- PROMPT: If a line in the data holds "roads", copy that line out in full.

- EXERCISE MATERIALS:
*** Begin section ***
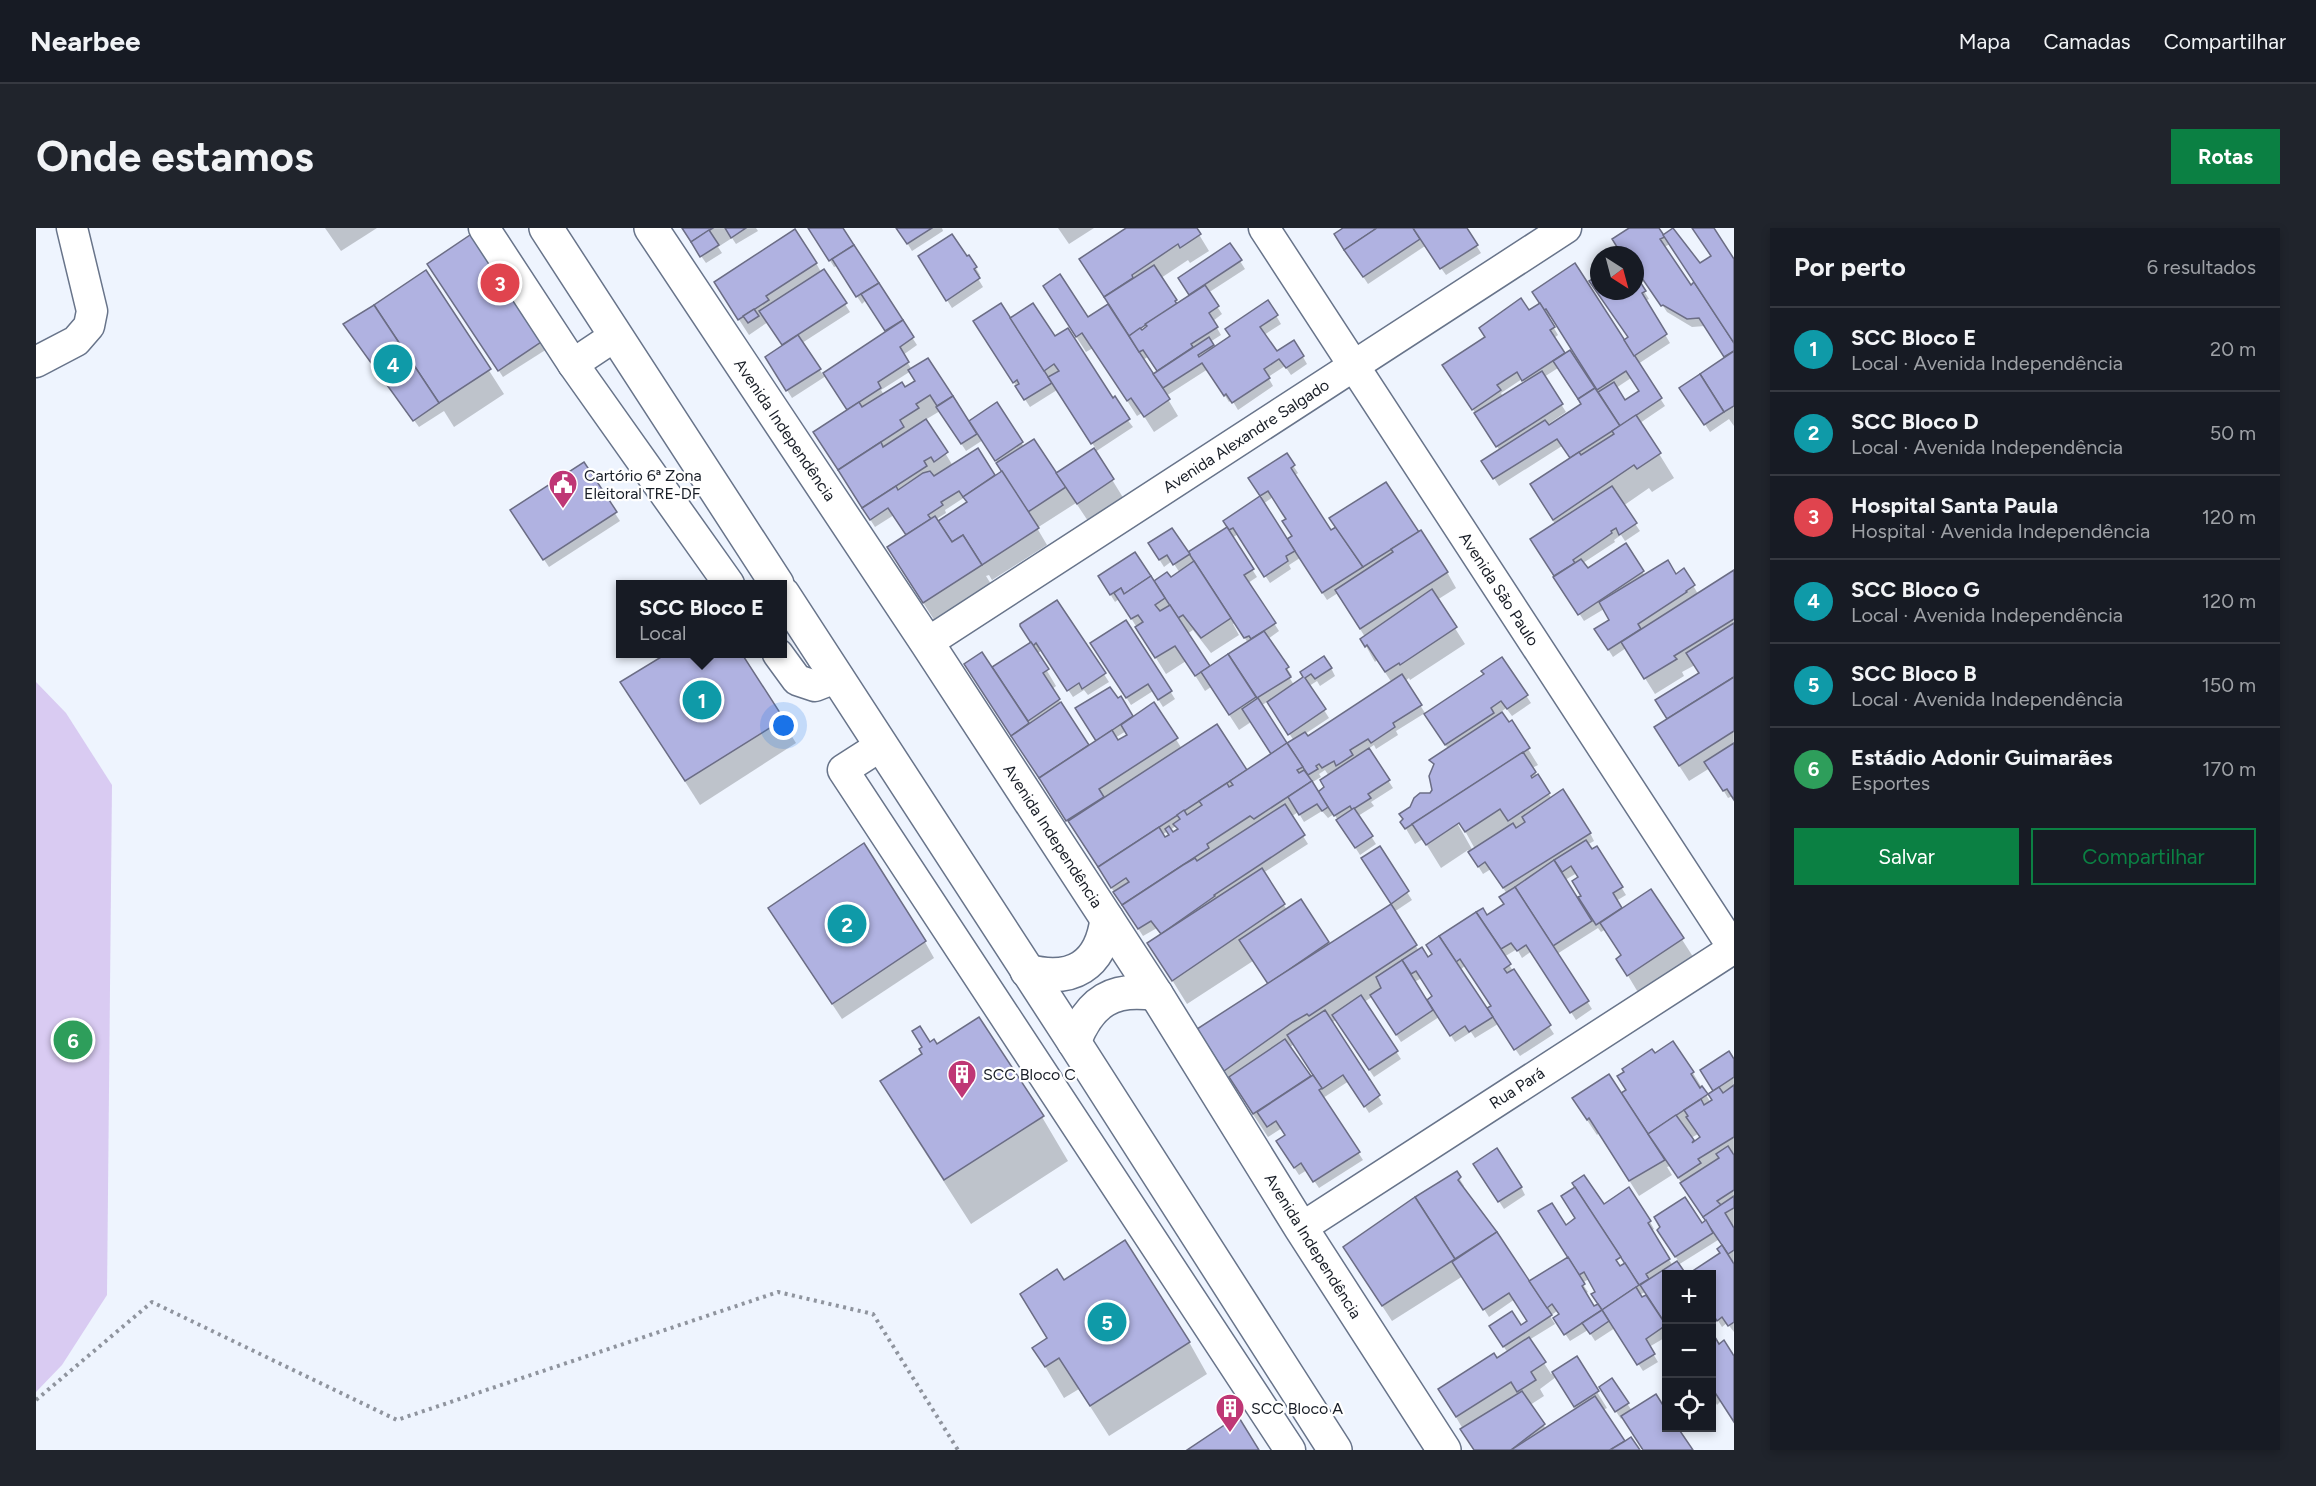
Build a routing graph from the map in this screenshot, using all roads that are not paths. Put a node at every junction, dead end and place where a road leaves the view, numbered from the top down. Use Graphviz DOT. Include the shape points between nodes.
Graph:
graph roads {
  1 [pos="72,228"];
  2 [pos="484,228"];
  3 [pos="546,228"];
  4 [pos="651,228"];
  5 [pos="1264,228"];
  6 [pos="1566,228"];
  7 [pos="615,336"];
  8 [pos="36,362"];
  9 [pos="573,364"];
  10 [pos="1353,366"];
  11 [pos="725,580"];
  12 [pos="774,580"];
  13 [pos="787,600"];
  14 [pos="927,643"];
  15 [pos="781,658"];
  16 [pos="838,677"];
  17 [pos="882,745"];
  18 [pos="1107,919"];
  19 [pos="1734,949"];
  20 [pos="1028,971"];
  21 [pos="1156,994"];
  22 [pos="1074,1042"];
  23 [pos="1145,1152"];
  24 [pos="1112,1178"];
  25 [pos="1301,1228"];
  26 [pos="1290,1450"];
  27 [pos="1335,1450"];
  28 [pos="1444,1450"];
  1 -- 8 [label="street" via="92,311 89,326 76,342"];
  2 -- 9 [label="street"];
  3 -- 7 [label="main road"];
  4 -- 14 [label="main road, Avenida Independência"];
  5 -- 10 [label="street, Avenida São Paulo"];
  6 -- 10 [label="street, Avenida Alexandre Salgado"];
  7 -- 9 [label="street"];
  7 -- 12 [label="main road"];
  9 -- 11 [label="street"];
  10 -- 14 [label="street, Avenida Alexandre Salgado"];
  10 -- 19 [label="street, Avenida São Paulo"];
  13 -- 16 [label="main road"];
  14 -- 18 [label="main road, Avenida Independência"];
  15 -- 16 [label="street" via="797,680 815,686"];
  16 -- 17 [label="main road"];
  17 -- 20 [label="main road"];
  17 -- 24 [label="street" via="843,770"];
  18 -- 20 [label="main road" via="1096,954 1082,967 1065,975 1045,976"];
  18 -- 21 [label="main road, Avenida Independência"];
  19 -- 25 [label="street, Rua Pará"];
  20 -- 22 [label="main road"];
  21 -- 22 [label="main road" via="1135,991 1105,1000 1082,1022"];
  21 -- 25 [label="main road, Avenida Independência"];
  22 -- 23 [label="main road"];
  23 -- 24 [label="street"];
  23 -- 27 [label="main road"];
  24 -- 26 [label="street"];
  25 -- 28 [label="main road, Avenida Independência"];
}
*** End section ***
- SOLUTION FOR THIS PROBLEM:
Build a routing graph from the map in this screenshot, using all roads that are not paths. Put a node at every junction, dead end and place where a road leaves the view, numbered from the top down. Use Graphviz DOT. Include the shape points between nodes.
graph roads {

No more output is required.